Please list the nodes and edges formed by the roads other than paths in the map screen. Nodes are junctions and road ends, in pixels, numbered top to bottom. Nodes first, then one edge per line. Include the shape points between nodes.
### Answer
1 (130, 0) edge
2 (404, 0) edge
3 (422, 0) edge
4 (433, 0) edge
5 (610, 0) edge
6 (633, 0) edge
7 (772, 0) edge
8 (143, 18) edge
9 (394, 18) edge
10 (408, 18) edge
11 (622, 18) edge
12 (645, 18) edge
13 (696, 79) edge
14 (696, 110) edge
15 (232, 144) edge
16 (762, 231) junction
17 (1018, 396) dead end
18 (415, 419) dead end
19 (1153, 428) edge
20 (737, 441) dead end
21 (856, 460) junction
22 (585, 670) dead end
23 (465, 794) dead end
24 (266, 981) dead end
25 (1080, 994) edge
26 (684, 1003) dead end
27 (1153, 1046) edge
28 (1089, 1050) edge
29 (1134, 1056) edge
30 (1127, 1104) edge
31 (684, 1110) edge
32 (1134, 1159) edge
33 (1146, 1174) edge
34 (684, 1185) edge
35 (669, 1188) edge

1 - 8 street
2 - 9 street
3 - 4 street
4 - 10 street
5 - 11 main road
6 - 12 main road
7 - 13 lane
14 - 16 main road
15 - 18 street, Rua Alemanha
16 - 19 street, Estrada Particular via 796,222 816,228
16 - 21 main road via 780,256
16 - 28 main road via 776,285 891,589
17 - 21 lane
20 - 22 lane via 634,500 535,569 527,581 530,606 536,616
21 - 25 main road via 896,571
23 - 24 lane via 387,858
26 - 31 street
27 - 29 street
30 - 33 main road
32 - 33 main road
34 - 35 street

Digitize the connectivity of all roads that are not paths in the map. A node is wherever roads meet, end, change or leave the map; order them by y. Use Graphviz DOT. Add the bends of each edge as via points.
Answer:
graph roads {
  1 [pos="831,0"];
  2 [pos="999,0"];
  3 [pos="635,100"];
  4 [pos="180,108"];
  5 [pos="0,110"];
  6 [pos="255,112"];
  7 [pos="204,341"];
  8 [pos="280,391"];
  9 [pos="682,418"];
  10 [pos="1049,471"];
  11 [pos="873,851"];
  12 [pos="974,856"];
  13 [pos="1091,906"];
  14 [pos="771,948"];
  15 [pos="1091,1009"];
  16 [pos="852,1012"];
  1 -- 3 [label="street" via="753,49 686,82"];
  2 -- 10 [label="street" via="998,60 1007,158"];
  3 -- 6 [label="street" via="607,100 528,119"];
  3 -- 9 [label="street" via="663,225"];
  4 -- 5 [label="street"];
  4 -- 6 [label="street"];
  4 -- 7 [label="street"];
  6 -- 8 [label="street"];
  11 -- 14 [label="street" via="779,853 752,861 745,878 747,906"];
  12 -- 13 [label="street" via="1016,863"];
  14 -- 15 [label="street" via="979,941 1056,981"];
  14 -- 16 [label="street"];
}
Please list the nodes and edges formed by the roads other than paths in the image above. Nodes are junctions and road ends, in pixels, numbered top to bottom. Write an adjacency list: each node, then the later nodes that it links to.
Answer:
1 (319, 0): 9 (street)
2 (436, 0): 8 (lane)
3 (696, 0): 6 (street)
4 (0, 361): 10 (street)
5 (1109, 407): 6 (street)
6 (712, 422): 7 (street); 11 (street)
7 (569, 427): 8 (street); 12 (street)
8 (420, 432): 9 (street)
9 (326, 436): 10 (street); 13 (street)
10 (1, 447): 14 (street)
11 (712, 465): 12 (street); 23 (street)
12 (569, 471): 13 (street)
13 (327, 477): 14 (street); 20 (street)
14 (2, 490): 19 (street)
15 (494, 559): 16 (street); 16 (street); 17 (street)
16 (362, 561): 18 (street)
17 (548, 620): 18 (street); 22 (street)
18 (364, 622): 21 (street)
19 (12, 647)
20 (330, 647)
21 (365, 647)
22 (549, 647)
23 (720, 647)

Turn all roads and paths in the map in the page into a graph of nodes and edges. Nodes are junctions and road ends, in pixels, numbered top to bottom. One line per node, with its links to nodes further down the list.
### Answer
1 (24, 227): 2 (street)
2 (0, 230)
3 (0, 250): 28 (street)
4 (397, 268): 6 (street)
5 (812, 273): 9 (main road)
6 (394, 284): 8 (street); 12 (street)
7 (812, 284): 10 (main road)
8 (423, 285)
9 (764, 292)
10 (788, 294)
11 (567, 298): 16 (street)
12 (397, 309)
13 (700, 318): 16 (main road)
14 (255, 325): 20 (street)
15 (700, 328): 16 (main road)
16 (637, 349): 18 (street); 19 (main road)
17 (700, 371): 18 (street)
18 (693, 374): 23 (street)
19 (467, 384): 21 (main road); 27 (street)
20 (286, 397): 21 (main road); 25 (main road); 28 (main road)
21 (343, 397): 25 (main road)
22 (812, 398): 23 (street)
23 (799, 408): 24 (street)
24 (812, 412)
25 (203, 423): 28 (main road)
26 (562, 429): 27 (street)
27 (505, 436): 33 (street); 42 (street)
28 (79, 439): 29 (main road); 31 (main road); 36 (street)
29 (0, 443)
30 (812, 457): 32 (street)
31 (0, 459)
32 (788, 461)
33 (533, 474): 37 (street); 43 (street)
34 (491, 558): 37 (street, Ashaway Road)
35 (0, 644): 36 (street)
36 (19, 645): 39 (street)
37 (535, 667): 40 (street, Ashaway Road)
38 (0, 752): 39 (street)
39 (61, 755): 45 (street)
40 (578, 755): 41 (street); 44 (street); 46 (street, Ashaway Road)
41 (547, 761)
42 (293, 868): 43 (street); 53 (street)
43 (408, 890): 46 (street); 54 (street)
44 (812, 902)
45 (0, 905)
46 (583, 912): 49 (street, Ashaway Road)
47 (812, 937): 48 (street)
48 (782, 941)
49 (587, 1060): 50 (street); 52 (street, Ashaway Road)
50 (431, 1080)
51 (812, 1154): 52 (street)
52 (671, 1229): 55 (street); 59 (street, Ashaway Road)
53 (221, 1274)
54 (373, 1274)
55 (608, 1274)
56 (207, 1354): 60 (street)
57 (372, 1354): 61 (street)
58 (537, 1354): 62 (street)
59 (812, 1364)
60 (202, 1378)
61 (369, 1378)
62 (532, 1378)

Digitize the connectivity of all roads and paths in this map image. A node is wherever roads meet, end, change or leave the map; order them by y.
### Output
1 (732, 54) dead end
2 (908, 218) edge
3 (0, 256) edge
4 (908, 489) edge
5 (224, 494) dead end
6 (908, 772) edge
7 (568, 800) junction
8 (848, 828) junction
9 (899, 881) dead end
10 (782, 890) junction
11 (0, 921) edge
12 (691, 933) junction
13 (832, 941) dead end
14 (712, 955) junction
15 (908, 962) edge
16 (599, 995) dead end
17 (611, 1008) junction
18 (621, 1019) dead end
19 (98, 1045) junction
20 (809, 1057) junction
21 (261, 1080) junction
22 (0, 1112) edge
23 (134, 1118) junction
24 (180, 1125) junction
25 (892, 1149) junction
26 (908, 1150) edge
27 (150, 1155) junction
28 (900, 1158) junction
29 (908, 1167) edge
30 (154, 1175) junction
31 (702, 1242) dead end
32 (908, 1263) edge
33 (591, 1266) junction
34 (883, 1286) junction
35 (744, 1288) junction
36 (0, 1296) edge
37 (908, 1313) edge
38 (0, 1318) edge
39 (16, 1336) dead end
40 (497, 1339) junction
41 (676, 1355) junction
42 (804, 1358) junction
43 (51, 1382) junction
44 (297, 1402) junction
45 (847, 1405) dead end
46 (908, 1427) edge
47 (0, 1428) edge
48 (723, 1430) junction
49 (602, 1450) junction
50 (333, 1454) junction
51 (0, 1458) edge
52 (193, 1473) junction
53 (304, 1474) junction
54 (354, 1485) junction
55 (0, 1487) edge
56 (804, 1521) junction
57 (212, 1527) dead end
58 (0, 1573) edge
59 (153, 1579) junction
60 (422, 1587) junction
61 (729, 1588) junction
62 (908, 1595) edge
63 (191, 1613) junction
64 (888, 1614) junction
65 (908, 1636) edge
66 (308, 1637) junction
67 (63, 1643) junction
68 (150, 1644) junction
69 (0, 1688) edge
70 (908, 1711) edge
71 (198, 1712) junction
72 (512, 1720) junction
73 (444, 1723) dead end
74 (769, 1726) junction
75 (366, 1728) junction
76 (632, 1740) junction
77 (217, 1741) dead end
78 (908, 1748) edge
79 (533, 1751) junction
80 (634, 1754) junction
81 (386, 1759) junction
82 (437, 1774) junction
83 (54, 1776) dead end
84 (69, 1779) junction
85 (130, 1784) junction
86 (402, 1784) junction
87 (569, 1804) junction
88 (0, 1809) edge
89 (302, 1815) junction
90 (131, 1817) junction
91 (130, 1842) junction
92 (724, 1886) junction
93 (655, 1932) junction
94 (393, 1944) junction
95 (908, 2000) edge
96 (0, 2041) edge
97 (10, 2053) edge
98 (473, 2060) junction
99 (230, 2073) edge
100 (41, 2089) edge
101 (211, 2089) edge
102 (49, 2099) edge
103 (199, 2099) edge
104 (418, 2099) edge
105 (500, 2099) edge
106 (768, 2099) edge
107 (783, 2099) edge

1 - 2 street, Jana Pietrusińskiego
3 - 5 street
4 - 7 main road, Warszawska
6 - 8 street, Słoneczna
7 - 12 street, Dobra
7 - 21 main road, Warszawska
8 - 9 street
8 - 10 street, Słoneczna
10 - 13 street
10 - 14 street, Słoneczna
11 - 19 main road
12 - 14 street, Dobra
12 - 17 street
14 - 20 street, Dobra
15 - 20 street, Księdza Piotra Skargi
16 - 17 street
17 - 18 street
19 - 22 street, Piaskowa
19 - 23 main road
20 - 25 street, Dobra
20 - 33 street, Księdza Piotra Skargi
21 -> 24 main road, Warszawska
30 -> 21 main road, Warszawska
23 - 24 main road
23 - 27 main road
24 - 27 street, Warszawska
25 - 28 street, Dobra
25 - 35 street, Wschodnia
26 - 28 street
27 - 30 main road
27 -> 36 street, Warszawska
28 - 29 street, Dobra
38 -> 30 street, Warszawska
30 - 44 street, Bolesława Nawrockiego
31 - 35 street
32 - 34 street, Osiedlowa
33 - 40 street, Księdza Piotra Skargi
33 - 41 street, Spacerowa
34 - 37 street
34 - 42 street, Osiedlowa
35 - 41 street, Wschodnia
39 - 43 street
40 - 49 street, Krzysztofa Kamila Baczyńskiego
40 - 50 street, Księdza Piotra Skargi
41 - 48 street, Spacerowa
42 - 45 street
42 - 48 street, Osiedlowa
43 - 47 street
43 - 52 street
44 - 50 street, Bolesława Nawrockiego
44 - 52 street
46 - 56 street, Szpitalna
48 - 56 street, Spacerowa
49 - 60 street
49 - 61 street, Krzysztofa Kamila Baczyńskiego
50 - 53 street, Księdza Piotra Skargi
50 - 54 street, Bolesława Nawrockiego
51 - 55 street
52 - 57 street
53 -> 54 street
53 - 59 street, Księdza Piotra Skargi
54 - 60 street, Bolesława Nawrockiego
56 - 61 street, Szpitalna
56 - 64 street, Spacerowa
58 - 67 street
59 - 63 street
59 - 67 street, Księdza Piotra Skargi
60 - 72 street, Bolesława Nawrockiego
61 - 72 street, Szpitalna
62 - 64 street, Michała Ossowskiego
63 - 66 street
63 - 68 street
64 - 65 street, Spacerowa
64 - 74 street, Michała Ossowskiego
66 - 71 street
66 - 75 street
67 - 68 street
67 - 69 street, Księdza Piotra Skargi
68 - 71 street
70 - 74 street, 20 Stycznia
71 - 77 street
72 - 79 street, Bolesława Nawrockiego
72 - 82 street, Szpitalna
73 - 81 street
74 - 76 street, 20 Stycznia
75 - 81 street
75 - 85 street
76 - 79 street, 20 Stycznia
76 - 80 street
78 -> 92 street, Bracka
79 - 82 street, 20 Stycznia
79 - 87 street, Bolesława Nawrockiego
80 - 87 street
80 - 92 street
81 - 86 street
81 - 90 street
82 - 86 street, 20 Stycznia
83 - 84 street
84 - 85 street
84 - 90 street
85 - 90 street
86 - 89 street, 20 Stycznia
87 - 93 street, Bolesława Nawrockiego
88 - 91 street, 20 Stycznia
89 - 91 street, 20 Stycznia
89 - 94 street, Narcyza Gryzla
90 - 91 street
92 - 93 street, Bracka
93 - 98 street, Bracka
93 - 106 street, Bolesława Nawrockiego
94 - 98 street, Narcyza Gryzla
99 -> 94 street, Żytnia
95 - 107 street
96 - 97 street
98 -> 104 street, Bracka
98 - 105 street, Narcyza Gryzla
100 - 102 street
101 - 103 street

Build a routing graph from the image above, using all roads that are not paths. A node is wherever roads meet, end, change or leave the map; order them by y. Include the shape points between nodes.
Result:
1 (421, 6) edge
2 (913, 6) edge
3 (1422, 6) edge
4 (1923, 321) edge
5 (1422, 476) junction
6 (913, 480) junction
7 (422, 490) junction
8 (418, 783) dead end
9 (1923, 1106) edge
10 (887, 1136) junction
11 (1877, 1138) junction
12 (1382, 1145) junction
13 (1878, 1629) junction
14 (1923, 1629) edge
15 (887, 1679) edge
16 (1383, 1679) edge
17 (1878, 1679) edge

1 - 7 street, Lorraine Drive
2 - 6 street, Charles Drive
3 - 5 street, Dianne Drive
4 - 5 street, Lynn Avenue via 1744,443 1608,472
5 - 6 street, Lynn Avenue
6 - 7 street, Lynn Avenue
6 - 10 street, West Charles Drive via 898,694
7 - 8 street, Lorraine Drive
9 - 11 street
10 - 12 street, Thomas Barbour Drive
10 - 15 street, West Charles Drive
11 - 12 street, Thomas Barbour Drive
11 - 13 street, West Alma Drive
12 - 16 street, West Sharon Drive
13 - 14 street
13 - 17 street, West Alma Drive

####

* **Exercise aim**: Return the lines containing "Lynn", taking each one from the listing.

* **Response**:
4 - 5 street, Lynn Avenue via 1744,443 1608,472
5 - 6 street, Lynn Avenue
6 - 7 street, Lynn Avenue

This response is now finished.